*Exercise directions:*
Find every line in the records below that contains the word "Joséphine", and copy each such line.

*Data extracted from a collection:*

========

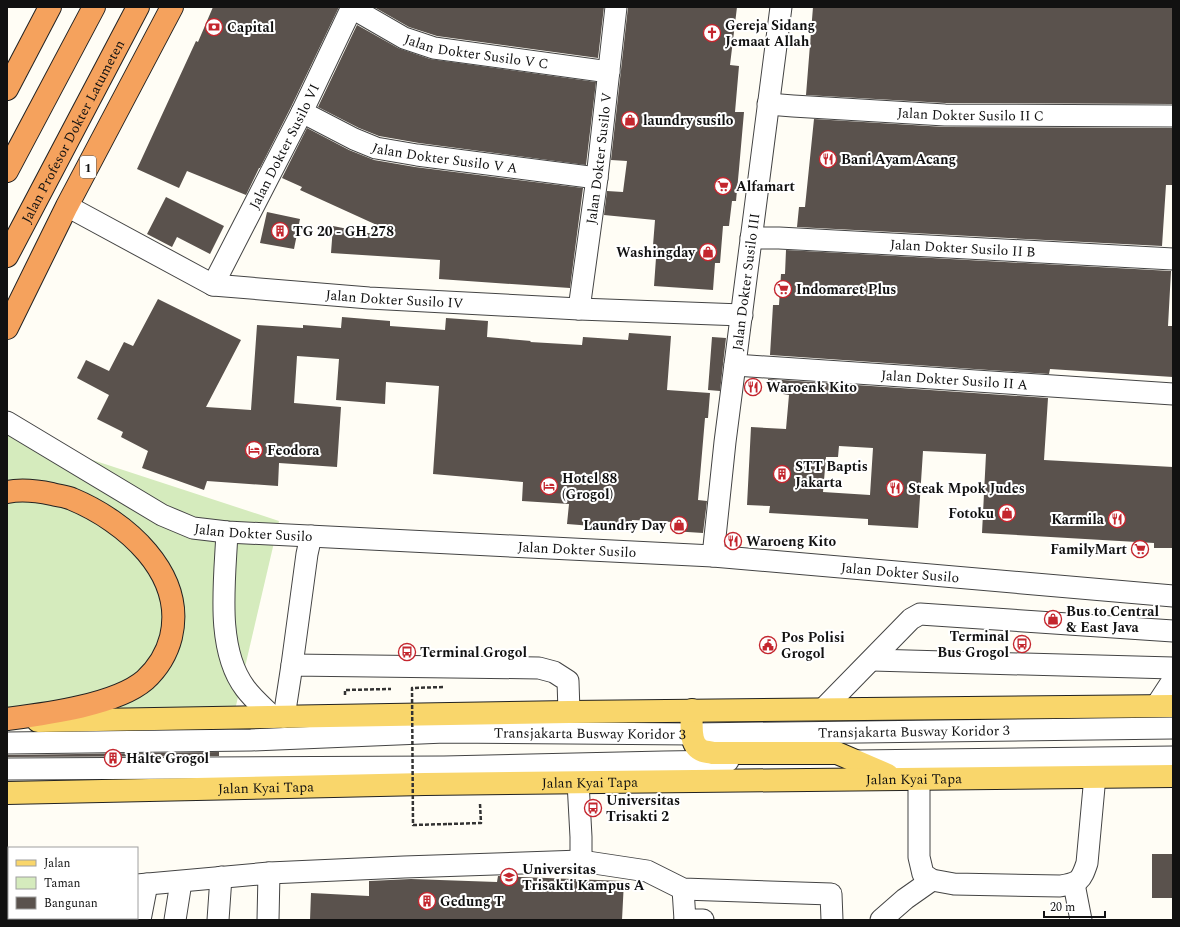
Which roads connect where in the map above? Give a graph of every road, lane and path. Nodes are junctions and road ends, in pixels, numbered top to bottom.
1 (50, 7) edge
2 (94, 7) edge
3 (138, 7) edge
4 (172, 7) edge
5 (616, 7) edge
6 (781, 7) edge
7 (352, 8) edge
8 (608, 72) junction
9 (7, 89) edge
10 (768, 104) junction
11 (302, 112) junction
12 (1173, 116) edge
13 (7, 171) edge
14 (597, 178) junction
15 (67, 206) junction
16 (752, 238) junction
17 (7, 256) edge
18 (1173, 259) edge
19 (212, 285) junction
20 (579, 309) junction
21 (742, 315) junction
22 (7, 328) edge
23 (735, 365) junction
24 (1173, 394) edge
25 (7, 422) edge
26 (7, 492) edge
27 (228, 532) junction
28 (311, 536) junction
29 (713, 556) junction
30 (1173, 596) edge
31 (1173, 631) edge
32 (872, 660) junction
33 (292, 665) junction
34 (1173, 668) edge
35 (1173, 680) edge
36 (443, 687) dead end
37 (393, 689) dead end
38 (345, 690) dead end
39 (1164, 706) edge
40 (824, 708) junction
41 (692, 710) junction
42 (569, 712) junction
43 (279, 717) junction
44 (7, 720) edge
45 (1173, 728) edge
46 (692, 734) junction
47 (7, 743) edge
48 (1173, 757) edge
49 (857, 761) junction
50 (7, 769) edge
51 (1095, 776) junction
52 (1173, 776) edge
53 (895, 778) junction
54 (919, 778) junction
55 (578, 782) junction
56 (7, 793) edge
57 (481, 823) dead end
58 (580, 861) junction
59 (270, 873) junction
60 (221, 877) junction
61 (932, 880) junction
62 (181, 882) junction
63 (142, 884) edge
64 (1074, 884) junction
65 (684, 889) junction
66 (140, 920) edge
67 (175, 920) edge
68 (218, 920) edge
69 (268, 920) edge
70 (685, 920) edge
71 (703, 920) edge
72 (832, 920) edge
73 (881, 920) edge
74 (1081, 920) edge

1 - 9 highway
2 - 13 highway
3 - 17 highway, Jalan Profesor Dokter Latumeten / 1
4 - 15 highway, Jalan Profesor Dokter Latumeten / 1
5 - 8 street, Jalan Dokter Susilo V
6 - 10 street, Jalan Dokter Susilo III
7 - 8 street, Jalan Dokter Susilo V C
7 - 11 street, Jalan Dokter Susilo VI
8 - 14 street, Jalan Dokter Susilo V
10 - 12 street, Jalan Dokter Susilo II C
10 - 16 street, Jalan Dokter Susilo III
11 - 14 street, Jalan Dokter Susilo V A
11 - 19 street, Jalan Dokter Susilo VI
14 - 20 street, Jalan Dokter Susilo V
15 - 19 street, Jalan Dokter Susilo IV
15 - 22 highway, Jalan Profesor Dokter Latumeten / 1
16 - 18 street, Jalan Dokter Susilo II B
16 - 21 street, Jalan Dokter Susilo III
19 - 20 street, Jalan Dokter Susilo IV
20 - 21 street, Jalan Dokter Susilo IV
21 - 23 street, Jalan Dokter Susilo III
23 - 24 street, Jalan Dokter Susilo II A
23 - 29 street, Jalan Dokter Susilo III
25 - 27 street, Jalan Dokter Susilo
26 - 44 highway
27 - 28 street, Jalan Dokter Susilo
27 - 43 street
28 - 29 street, Jalan Dokter Susilo
28 - 33 street
29 - 30 street, Jalan Dokter Susilo
31 - 32 street
32 - 34 street
32 - 40 street
33 - 42 street
33 - 43 street
35 - 39 street
36 - 57 path, bridge
37 - 38 path
39 - 40 main road
40 - 41 main road
41 - 42 main road
41 - 46 main road
42 - 43 main road
43 - 44 main road
45 - 46 street, Transjakarta Busway Koridor 3
46 - 47 street, Transjakarta Busway Koridor 3
46 - 49 main road
48 - 49 street, Transjakarta Busway Koridor 3
49 - 50 street, Transjakarta Busway Koridor 3
49 - 53 main road
51 - 52 main road, Jalan Kyai Tapa
51 - 54 main road, Jalan Kyai Tapa
51 - 64 street
53 - 54 main road, Jalan Kyai Tapa
53 - 55 main road, Jalan Kyai Tapa
54 - 61 street
55 - 56 main road, Jalan Kyai Tapa
55 - 58 street
58 - 59 street
58 - 65 street
59 - 60 street
59 - 69 street
60 - 62 street
60 - 68 street
61 - 64 street
61 - 73 street
62 - 63 street
62 - 67 street
63 - 66 street
64 - 74 street
65 - 70 street
65 - 72 street
70 - 71 street

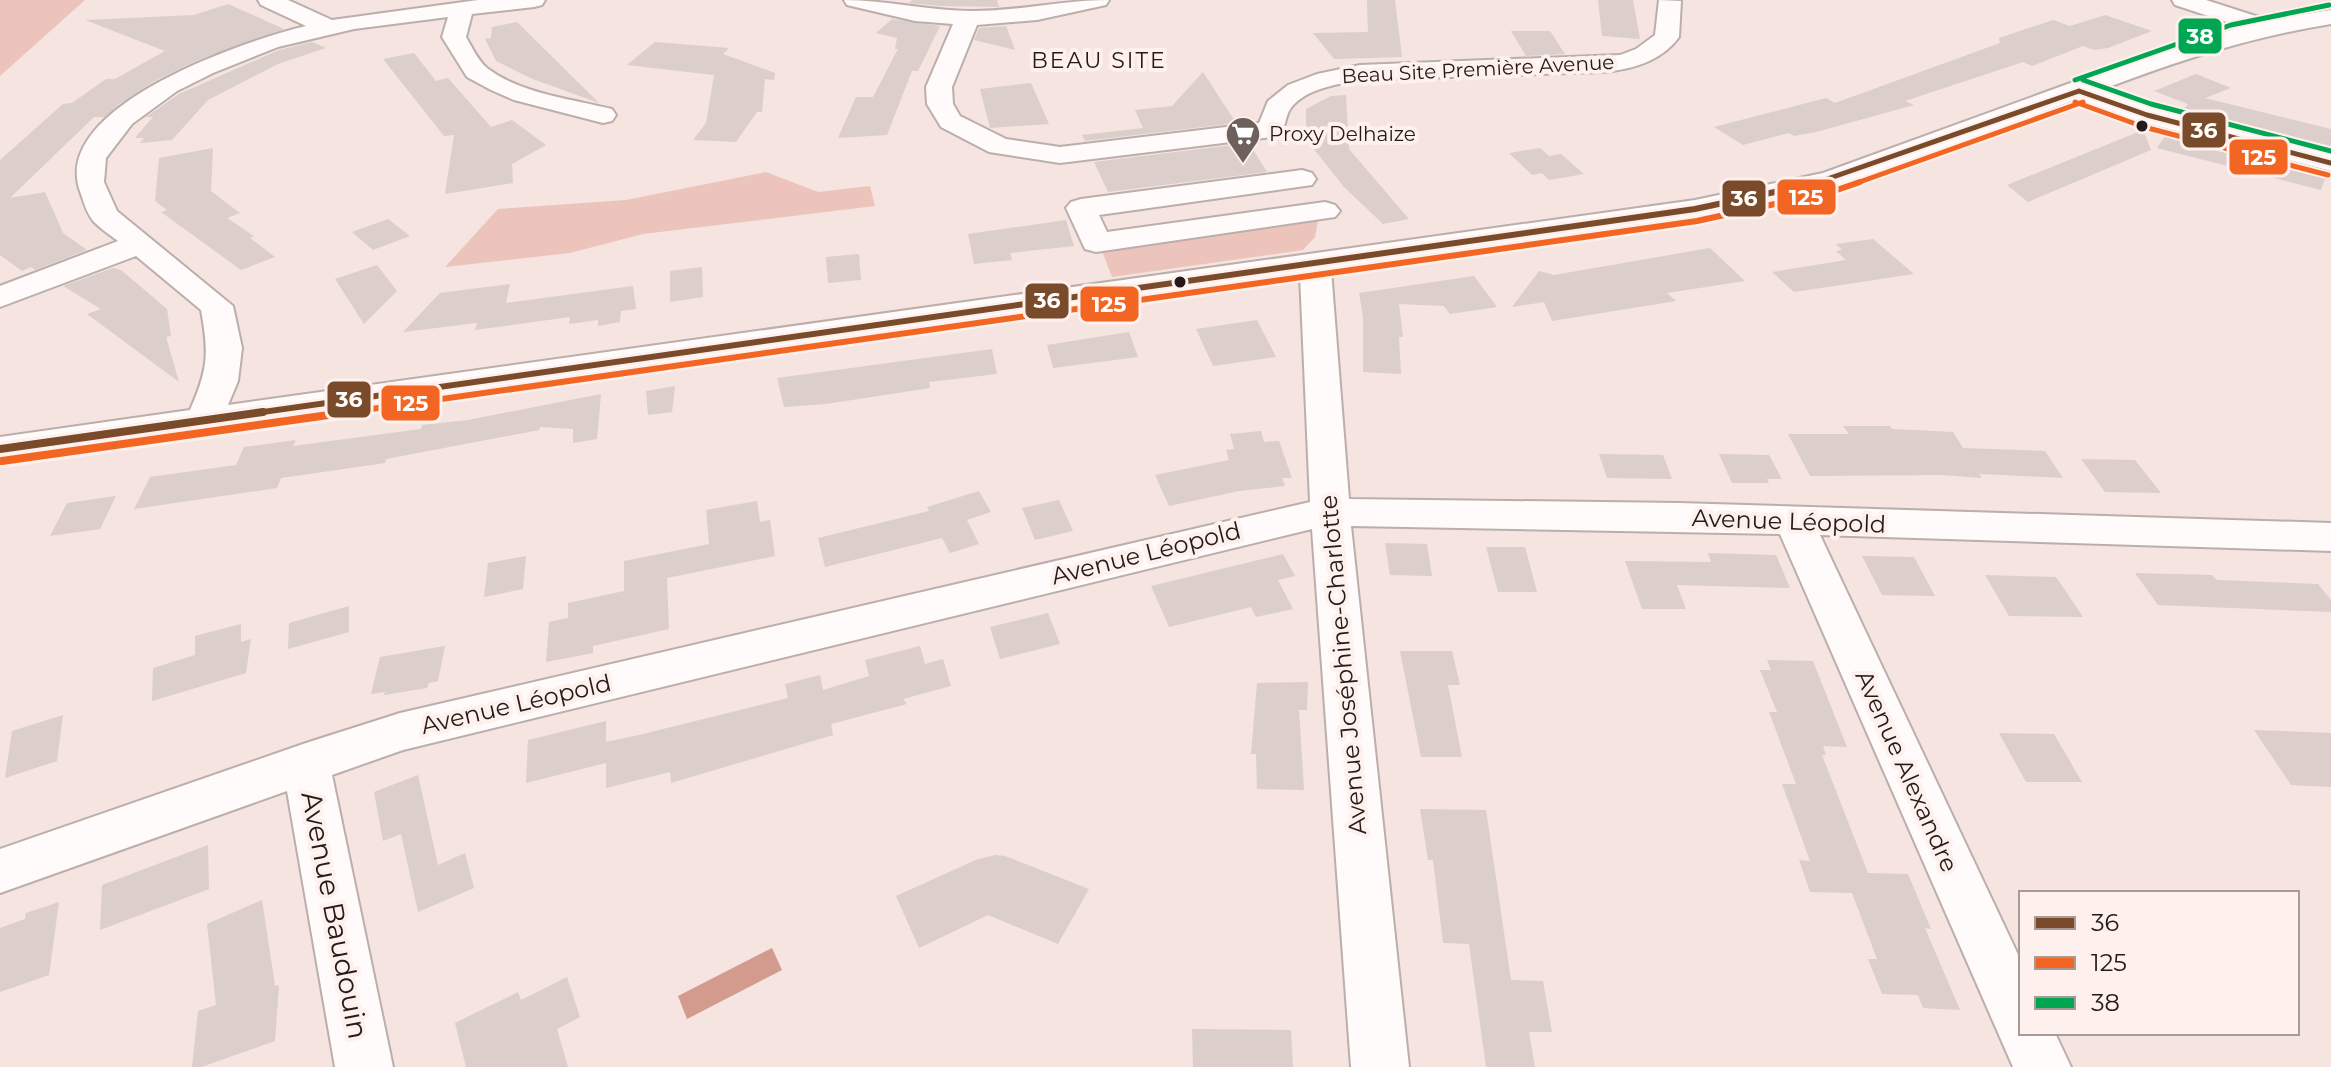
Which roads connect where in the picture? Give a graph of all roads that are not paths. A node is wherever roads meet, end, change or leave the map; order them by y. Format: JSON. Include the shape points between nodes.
{"nodes":[{"id":1,"x":269,"y":0,"type":"edge"},
{"id":2,"x":534,"y":0,"type":"edge"},
{"id":3,"x":855,"y":0,"type":"edge"},
{"id":4,"x":1098,"y":0,"type":"edge"},
{"id":5,"x":1671,"y":0,"type":"edge"},
{"id":6,"x":2183,"y":0,"type":"edge"},
{"id":7,"x":462,"y":9,"type":"junction"},
{"id":8,"x":2331,"y":17,"type":"edge"},
{"id":9,"x":967,"y":20,"type":"junction"},
{"id":10,"x":325,"y":26,"type":"junction"},
{"id":11,"x":2267,"y":27,"type":"junction"},
{"id":12,"x":2079,"y":91,"type":"junction"},
{"id":13,"x":603,"y":115,"type":"dead end"},
{"id":14,"x":1270,"y":130,"type":"junction"},
{"id":15,"x":2331,"y":163,"type":"edge"},
{"id":16,"x":1302,"y":179,"type":"junction"},
{"id":17,"x":1325,"y":211,"type":"junction"},
{"id":18,"x":141,"y":243,"type":"junction"},
{"id":19,"x":1358,"y":256,"type":"junction"},
{"id":20,"x":1315,"y":263,"type":"junction"},
{"id":21,"x":0,"y":297,"type":"edge"},
{"id":22,"x":204,"y":420,"type":"junction"},
{"id":23,"x":0,"y":449,"type":"edge"},
{"id":24,"x":1330,"y":512,"type":"junction"},
{"id":25,"x":1794,"y":521,"type":"junction"},
{"id":26,"x":2331,"y":537,"type":"edge"},
{"id":27,"x":306,"y":762,"type":"junction"},
{"id":28,"x":0,"y":871,"type":"edge"},
{"id":29,"x":2019,"y":1018,"type":"edge"},
{"id":30,"x":2027,"y":1035,"type":"edge"},
{"id":31,"x":364,"y":1067,"type":"edge"},
{"id":32,"x":1380,"y":1067,"type":"edge"},
{"id":33,"x":2042,"y":1067,"type":"edge"}],
"edges":[{"from":1,"to":10,"type":"street"},
{"from":2,"to":7,"type":"street"},
{"from":3,"to":9,"type":"street"},
{"from":4,"to":9,"type":"street","via":[[1034,15]]},
{"from":5,"to":14,"type":"street","name":"Beau Site Première Avenue","via":[[1667,37],[1634,60],[1335,76],[1292,94]]},
{"from":6,"to":11,"type":"street"},
{"from":7,"to":10,"type":"street"},
{"from":7,"to":13,"type":"street","via":[[454,37],[476,72],[523,95]]},
{"from":8,"to":11,"type":"street"},
{"from":9,"to":14,"type":"street","via":[[939,87],[940,104],[950,121],[999,146],[1060,155]]},
{"from":10,"to":18,"type":"street","via":[[204,68],[140,104],[107,135],[92,158],[94,197],[104,215]]},
{"from":11,"to":12,"type":"street","via":[[2184,50]]},
{"from":12,"to":15,"type":"street","via":[[2147,115]]},
{"from":12,"to":19,"type":"street","via":[[1926,148],[1771,194]]},
{"from":14,"to":16,"type":"street"},
{"from":16,"to":17,"type":"street"},
{"from":16,"to":17,"type":"street","via":[[1081,208],[1096,243]]},
{"from":17,"to":19,"type":"street"},
{"from":18,"to":21,"type":"street"},
{"from":18,"to":22,"type":"street","via":[[217,306],[225,348],[220,381]]},
{"from":19,"to":20,"type":"street"},
{"from":20,"to":22,"type":"street"},
{"from":20,"to":24,"type":"street","name":"Avenue Joséphine-Charlotte"},
{"from":22,"to":23,"type":"street"},
{"from":24,"to":25,"type":"street","name":"Avenue Léopold"},
{"from":24,"to":27,"type":"street","name":"Avenue Léopold","via":[[400,732]]},
{"from":24,"to":32,"type":"street","name":"Avenue Joséphine-Charlotte"},
{"from":25,"to":26,"type":"street","name":"Avenue Léopold"},
{"from":25,"to":29,"type":"street","name":"Avenue Alexandre"},
{"from":27,"to":28,"type":"street","name":"Avenue Léopold"},
{"from":27,"to":31,"type":"street","name":"Avenue Baudouin"},
{"from":30,"to":33,"type":"street"}]}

========

*Your solution:*
{"from":20,"to":24,"type":"street","name":"Avenue Joséphine-Charlotte"},
{"from":24,"to":32,"type":"street","name":"Avenue Joséphine-Charlotte"},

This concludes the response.